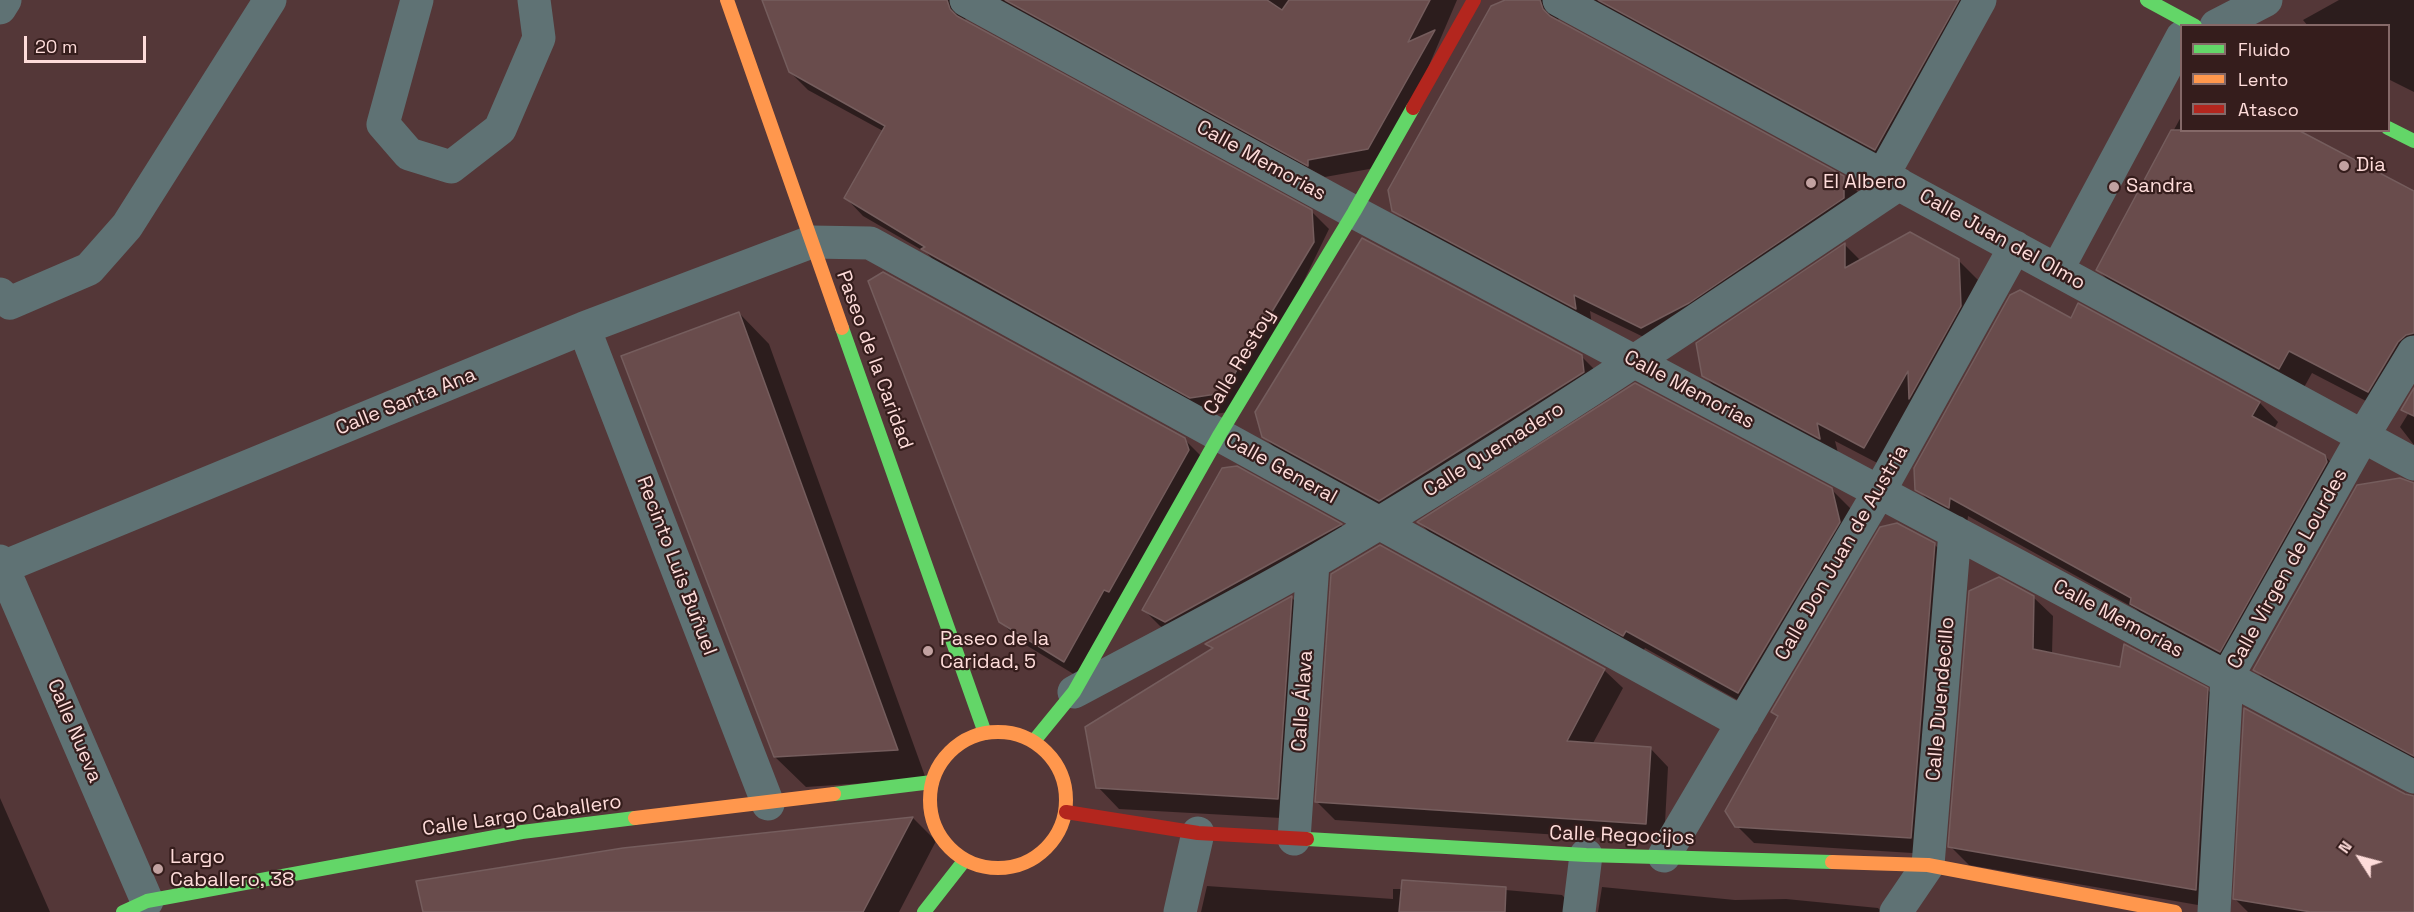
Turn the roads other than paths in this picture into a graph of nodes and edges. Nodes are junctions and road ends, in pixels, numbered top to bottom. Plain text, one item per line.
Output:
1 (5, 0) edge
2 (270, 0) edge
3 (417, 0) edge
4 (534, 0) edge
5 (727, 0) edge
6 (966, 0) edge
7 (1474, 0) edge
8 (1559, 0) edge
9 (1980, 0) edge
10 (2147, 0) edge
11 (2266, 0) edge
12 (0, 8) edge
13 (2189, 24) edge
14 (2202, 24) edge
15 (2180, 52) edge
16 (2390, 129) edge
17 (2414, 141) edge
18 (1891, 180) junction
19 (1354, 212) junction
20 (811, 242) junction
21 (2015, 247) junction
22 (2057, 270) junction
23 (3, 301) edge
24 (584, 328) junction
25 (2414, 352) edge
26 (1635, 362) junction
27 (1220, 434) junction
28 (2363, 436) junction
29 (2414, 464) edge
30 (1879, 492) junction
31 (1378, 523) junction
32 (1955, 532) junction
33 (1313, 563) junction
34 (1, 564) edge
35 (2227, 677) junction
36 (1074, 692) junction
37 (1743, 723) junction
38 (985, 733) junction
39 (1034, 741) junction
40 (2414, 777) edge
41 (932, 782) junction
42 (768, 804) junction
43 (1066, 812) junction
44 (1197, 833) junction
45 (1294, 839) junction
46 (1586, 855) junction
47 (1664, 856) junction
48 (964, 861) junction
49 (1928, 866) junction
50 (135, 907) edge
51 (924, 912) edge
52 (1180, 912) edge
53 (1579, 912) edge
54 (1896, 912) edge
55 (2175, 912) edge
56 (2214, 912) edge

1 - 12 street
2 - 23 street
3 - 4 street
5 - 20 street, Paseo de la Caridad
6 - 19 street, Calle Memorias
7 - 19 street, Calle Restoy
8 - 18 street, Calle Juan del Olmo
9 - 18 street
10 - 13 street
11 - 14 street
15 - 22 street
16 - 17 street
18 - 21 street, Calle Juan del Olmo
18 - 26 street, Calle Quemadero
19 - 26 street, Calle Memorias
19 - 27 street, Calle Restoy
20 - 24 street, Calle Santa Ana
20 - 27 street, Calle General
20 - 38 street, Paseo de la Caridad
21 - 22 street, Calle Juan del Olmo
21 - 30 street, Calle Don Juan de Austria
22 - 28 street, Calle Juan del Olmo
24 - 34 street, Calle Santa Ana
24 - 42 street, Recinto Luis Buñuel
25 - 28 street, Calle Virgen de Lourdes
26 - 30 street, Calle Memorias
26 - 31 street, Calle Quemadero
27 - 31 street, Calle General
27 - 36 street, Calle Restoy
28 - 29 street, Calle Juan del Olmo
28 - 35 street, Calle Virgen de Lourdes
30 - 32 street, Calle Memorias
30 - 37 street, Calle Don Juan de Austria
31 - 33 street, Calle Quemadero
31 - 37 street, Calle General
32 - 35 street, Calle Memorias
32 - 49 street, Calle Duendecillo
33 - 36 street, Calle Quemadero
33 - 45 street, Calle Álava
34 - 50 street, Calle Nueva
35 - 40 street, Calle Memorias
35 - 56 street, Calle Virgen de Lourdes
36 - 39 street, Calle Restoy
37 - 47 street, Calle Don Juan de Austria
38 - 39 street
38 - 41 street
39 - 43 street
41 - 42 street, Calle Largo Caballero
41 - 48 street
42 - 50 street, Calle Largo Caballero
43 - 44 street, Calle Regocijos
43 - 48 street
44 - 45 street, Calle Regocijos
44 - 52 street
45 - 46 street, Calle Regocijos
46 - 47 street, Calle Regocijos
46 - 53 street
47 - 49 street, Calle Regocijos
48 - 51 street
49 - 54 street
49 - 55 street, Calle Regocijos

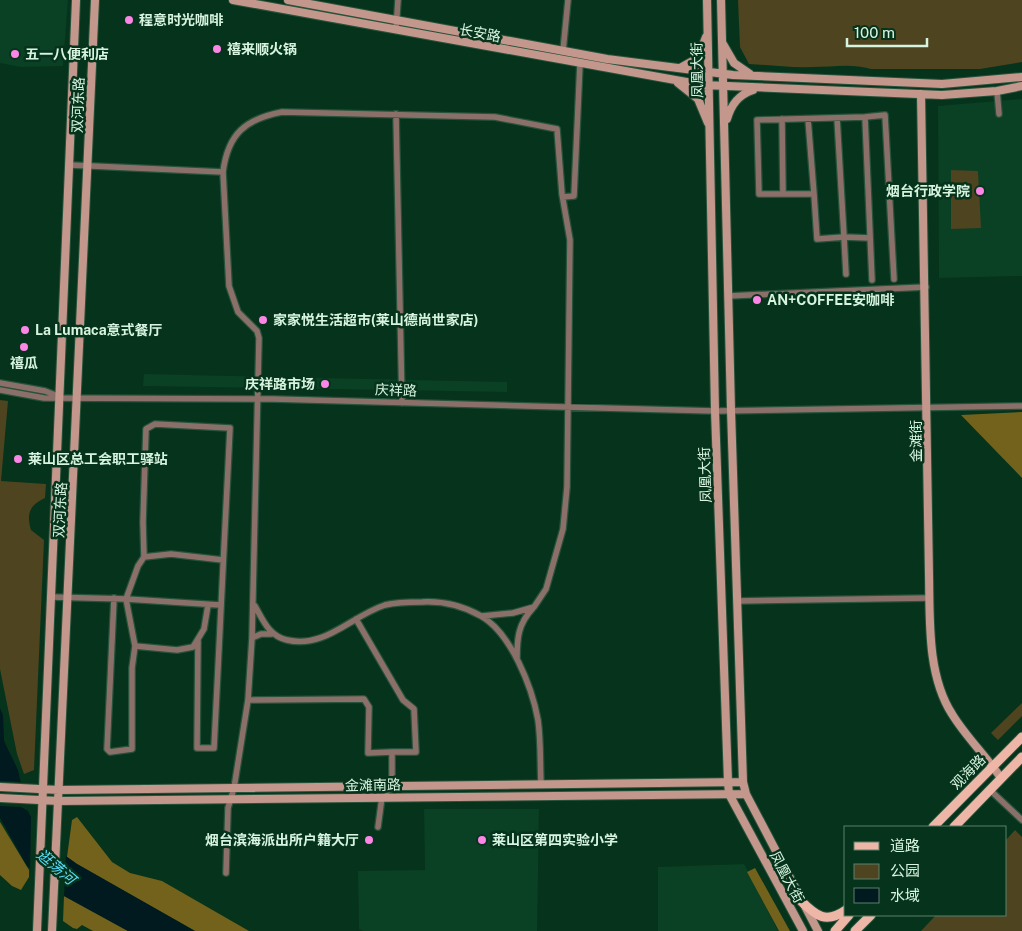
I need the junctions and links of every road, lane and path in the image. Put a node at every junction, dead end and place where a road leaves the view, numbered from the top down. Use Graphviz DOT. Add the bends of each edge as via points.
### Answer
graph roads {
  1 [pos="76,0"];
  2 [pos="95,0"];
  3 [pos="233,0"];
  4 [pos="288,0"];
  5 [pos="398,0"];
  6 [pos="568,0"];
  7 [pos="707,0"];
  8 [pos="721,0"];
  9 [pos="397,20"];
  10 [pos="396,30"];
  11 [pos="708,31"];
  12 [pos="722,42"];
  13 [pos="563,51"];
  14 [pos="580,64"];
  15 [pos="678,68"];
  16 [pos="709,72"];
  17 [pos="723,74"];
  18 [pos="756,76"];
  19 [pos="1022,77"];
  20 [pos="675,80"];
  21 [pos="922,84"];
  22 [pos="710,86"];
  23 [pos="1022,86"];
  24 [pos="724,87"];
  25 [pos="756,88"];
  26 [pos="997,91"];
  27 [pos="921,94"];
  28 [pos="396,114"];
  29 [pos="1000,114"];
  30 [pos="865,117"];
  31 [pos="837,118"];
  32 [pos="782,119"];
  33 [pos="808,119"];
  34 [pos="724,128"];
  35 [pos="710,132"];
  36 [pos="70,165"];
  37 [pos="89,165"];
  38 [pos="223,172"];
  39 [pos="783,194"];
  40 [pos="814,194"];
  41 [pos="563,197"];
  42 [pos="844,237"];
  43 [pos="870,238"];
  44 [pos="846,274"];
  45 [pos="894,279"];
  46 [pos="872,280"];
  47 [pos="926,288"];
  48 [pos="728,296"];
  49 [pos="714,316"];
  50 [pos="729,320"];
  51 [pos="0,383"];
  52 [pos="0,390"];
  53 [pos="60,396"];
  54 [pos="77,397"];
  55 [pos="258,399"];
  56 [pos="402,403"];
  57 [pos="1022,406"];
  58 [pos="928,407"];
  59 [pos="568,408"];
  60 [pos="731,410"];
  61 [pos="715,411"];
  62 [pos="718,504"];
  63 [pos="734,504"];
  64 [pos="144,557"];
  65 [pos="223,560"];
  66 [pos="51,597"];
  67 [pos="68,597"];
  68 [pos="114,598"];
  69 [pos="126,598"];
  70 [pos="930,598"];
  71 [pos="737,602"];
  72 [pos="208,604"];
  73 [pos="254,605"];
  74 [pos="220,606"];
  75 [pos="534,606"];
  76 [pos="482,616"];
  77 [pos="356,619"];
  78 [pos="272,634"];
  79 [pos="252,638"];
  80 [pos="198,641"];
  81 [pos="135,646"];
  82 [pos="517,661"];
  83 [pos="248,700"];
  84 [pos="1022,737"];
  85 [pos="741,739"];
  86 [pos="727,741"];
  87 [pos="392,752"];
  88 [pos="1022,758"];
  89 [pos="993,766"];
  90 [pos="1002,778"];
  91 [pos="728,782"];
  92 [pos="743,782"];
  93 [pos="654,783"];
  94 [pos="542,784"];
  95 [pos="392,786"];
  96 [pos="0,787"];
  97 [pos="234,788"];
  98 [pos="43,789"];
  99 [pos="59,790"];
  100 [pos="990,790"];
  101 [pos="654,794"];
  102 [pos="729,794"];
  103 [pos="746,794"];
  104 [pos="382,797"];
  105 [pos="0,798"];
  106 [pos="231,799"];
  107 [pos="42,800"];
  108 [pos="59,801"];
  109 [pos="1022,820"];
  110 [pos="934,826"];
  111 [pos="955,826"];
  112 [pos="378,827"];
  113 [pos="226,873"];
  114 [pos="801,900"];
  115 [pos="844,911"];
  116 [pos="848,916"];
  117 [pos="870,916"];
  118 [pos="37,931"];
  119 [pos="52,931"];
  120 [pos="803,931"];
  121 [pos="818,931"];
  122 [pos="835,931"];
  123 [pos="855,931"];
  1 -- 36 [label="street, 双河东路"];
  2 -- 37 [label="street, 双河东路"];
  3 -- 10 [label="street, 长安路"];
  4 -- 9 [label="street, 长安路"];
  5 -- 9 [label="street"];
  6 -- 13 [label="street"];
  7 -- 11 [label="street, 凤凰大街"];
  8 -- 12 [label="street, 凤凰大街"];
  9 -- 10 [label="street"];
  9 -- 13 [label="street, 长安路"];
  10 -- 14 [label="street, 长安路"];
  11 -- 15 [label="street" via="698,58"];
  11 -- 16 [label="street, 凤凰大街"];
  12 -- 17 [label="street, 凤凰大街"];
  12 -- 18 [label="street" via="740,69"];
  13 -- 15 [label="street, 长安路"];
  14 -- 20 [label="street, 长安路"];
  14 -- 41 [label="street" via="574,196"];
  15 -- 16 [label="street, 长安路"];
  16 -- 17 [label="street, 长安路"];
  16 -- 22 [label="street, 凤凰大街"];
  17 -- 18 [label="street, 长安路"];
  17 -- 24 [label="street, 凤凰大街"];
  18 -- 21 [label="street, 长安路"];
  19 -- 21 [label="street, 长安路"];
  20 -- 22 [label="street, 长安路"];
  20 -- 35 [label="street" via="698,100"];
  21 -- 27 [label="street, 金滩街"];
  22 -- 24 [label="street, 长安路"];
  22 -- 35 [label="street, 凤凰大街"];
  23 -- 26 [label="street, 长安路"];
  24 -- 25 [label="street, 长安路"];
  24 -- 34 [label="street, 凤凰大街"];
  25 -- 27 [label="street, 长安路"];
  25 -- 34 [label="street" via="740,96 732,106"];
  26 -- 27 [label="street, 长安路"];
  26 -- 29 [label="street"];
  27 -- 47 [label="street, 金滩街"];
  28 -- 38 [label="street" via="282,112 264,116 243,126 232,141"];
  28 -- 41 [label="street" via="495,117 557,129"];
  28 -- 56 [label="street"];
  30 -- 31 [label="street"];
  30 -- 43 [label="street"];
  30 -- 45 [label="street" via="885,115"];
  31 -- 33 [label="street"];
  31 -- 42 [label="street"];
  32 -- 33 [label="street"];
  32 -- 39 [label="street"];
  32 -- 39 [label="street" via="757,120 759,194"];
  33 -- 40 [label="street"];
  34 -- 48 [label="street, 凤凰大街"];
  35 -- 49 [label="street, 凤凰大街"];
  36 -- 37 [label="street"];
  36 -- 53 [label="street, 双河东路"];
  37 -- 38 [label="street"];
  37 -- 54 [label="street, 双河东路"];
  38 -- 55 [label="street" via="229,286 238,312 257,331 259,338"];
  39 -- 40 [label="street"];
  40 -- 42 [label="street" via="817,239"];
  41 -- 59 [label="street" via="570,240"];
  42 -- 43 [label="street"];
  42 -- 44 [label="street"];
  43 -- 46 [label="street"];
  47 -- 48 [label="street"];
  47 -- 58 [label="street, 金滩街"];
  48 -- 50 [label="street, 凤凰大街"];
  49 -- 50 [label="street" via="716,334 721,340 727,335"];
  49 -- 61 [label="street, 凤凰大街"];
  50 -- 60 [label="street, 凤凰大街"];
  51 -- 53 [label="street, 庆祥路"];
  52 -- 53 [label="street, 庆祥路" via="44,398"];
  53 -- 54 [label="street, 庆祥路"];
  53 -- 66 [label="street, 双河东路"];
  54 -- 55 [label="street, 庆祥路"];
  54 -- 67 [label="street, 双河东路"];
  55 -- 56 [label="street, 庆祥路"];
  55 -- 73 [label="street"];
  56 -- 59 [label="street, 庆祥路"];
  57 -- 58 [label="street, 庆祥路"];
  58 -- 60 [label="street, 庆祥路"];
  58 -- 70 [label="street, 金滩街"];
  59 -- 61 [label="street, 庆祥路"];
  59 -- 75 [label="street" via="563,529 546,589"];
  60 -- 61 [label="street, 庆祥路"];
  60 -- 63 [label="street, 凤凰大街"];
  61 -- 62 [label="street, 凤凰大街"];
  62 -- 63 [label="street" via="720,489 726,486 732,492"];
  62 -- 86 [label="street, 凤凰大街"];
  63 -- 71 [label="street, 凤凰大街"];
  64 -- 65 [label="street" via="171,554"];
  64 -- 65 [label="street" via="146,429 155,424 171,424 230,428"];
  64 -- 69 [label="street"];
  65 -- 74 [label="street"];
  66 -- 67 [label="street"];
  66 -- 98 [label="street, 双河东路"];
  67 -- 68 [label="street"];
  67 -- 99 [label="street, 双河东路"];
  68 -- 69 [label="street"];
  68 -- 81 [label="street" via="107,749 110,752 132,750"];
  69 -- 72 [label="street"];
  69 -- 81 [label="street"];
  70 -- 71 [label="street"];
  70 -- 89 [label="street, 金滩街" via="932,647 942,694 951,714"];
  71 -- 85 [label="street, 凤凰大街"];
  72 -- 74 [label="street"];
  72 -- 80 [label="street" via="204,629"];
  73 -- 78 [label="street"];
  73 -- 79 [label="street"];
  74 -- 80 [label="street" via="214,748 197,748"];
  75 -- 76 [label="street" via="513,613"];
  75 -- 82 [label="street" via="522,619 517,637"];
  76 -- 77 [label="street" via="446,603 410,602 384,606"];
  76 -- 82 [label="street" via="502,637"];
  77 -- 78 [label="street" via="316,640 288,641"];
  77 -- 87 [label="street" via="403,700 414,709 416,752"];
  78 -- 79 [label="street"];
  79 -- 83 [label="street"];
  80 -- 81 [label="street" via="185,649"];
  82 -- 94 [label="street" via="530,690 538,720"];
  83 -- 87 [label="street" via="364,699 369,707 368,753"];
  83 -- 97 [label="street"];
  84 -- 89 [label="main road, 观海路"];
  85 -- 86 [label="street" via="739,726 731,722"];
  85 -- 92 [label="street, 凤凰大街"];
  86 -- 91 [label="street, 凤凰大街"];
  87 -- 95 [label="street"];
  88 -- 90 [label="main road, 观海路"];
  89 -- 90 [label="street, 金滩街"];
  89 -- 110 [label="main road, 观海路"];
  90 -- 100 [label="main road, 观海路"];
  91 -- 92 [label="street, 金滩南路"];
  91 -- 93 [label="street, 金滩南路"];
  91 -- 102 [label="street, 凤凰大街"];
  92 -- 103 [label="street, 凤凰大街"];
  93 -- 94 [label="street, 金滩南路"];
  93 -- 101 [label="street"];
  94 -- 95 [label="street, 金滩南路"];
  95 -- 97 [label="street, 金滩南路"];
  95 -- 104 [label="street"];
  96 -- 98 [label="street, 金滩南路"];
  97 -- 99 [label="street, 金滩南路"];
  97 -- 106 [label="street"];
  98 -- 99 [label="street, 金滩南路"];
  98 -- 107 [label="street, 双河东路"];
  99 -- 108 [label="street, 双河东路"];
  100 -- 109 [label="street"];
  100 -- 111 [label="main road, 观海路"];
  101 -- 102 [label="street, 金滩南路"];
  101 -- 104 [label="street, 金滩南路"];
  102 -- 103 [label="street, 金滩南路"];
  102 -- 120 [label="street, 凤凰大街"];
  103 -- 114 [label="street, 凤凰大街"];
  104 -- 106 [label="street, 金滩南路"];
  104 -- 112 [label="street"];
  105 -- 107 [label="street, 金滩南路"];
  106 -- 108 [label="street, 金滩南路"];
  106 -- 113 [label="street"];
  107 -- 108 [label="street, 金滩南路"];
  107 -- 118 [label="street, 双河东路"];
  108 -- 119 [label="street, 双河东路"];
  114 -- 115 [label="main road" via="818,915 828,918"];
  114 -- 121 [label="street, 凤凰大街"];
  116 -- 122 [label="main road"];
  117 -- 123 [label="main road"];
}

**Exercise aim:**
Counting only lines that contain the string "junctions", how many are there in the data above? Give the number alone.

**Response to the exercise:**
2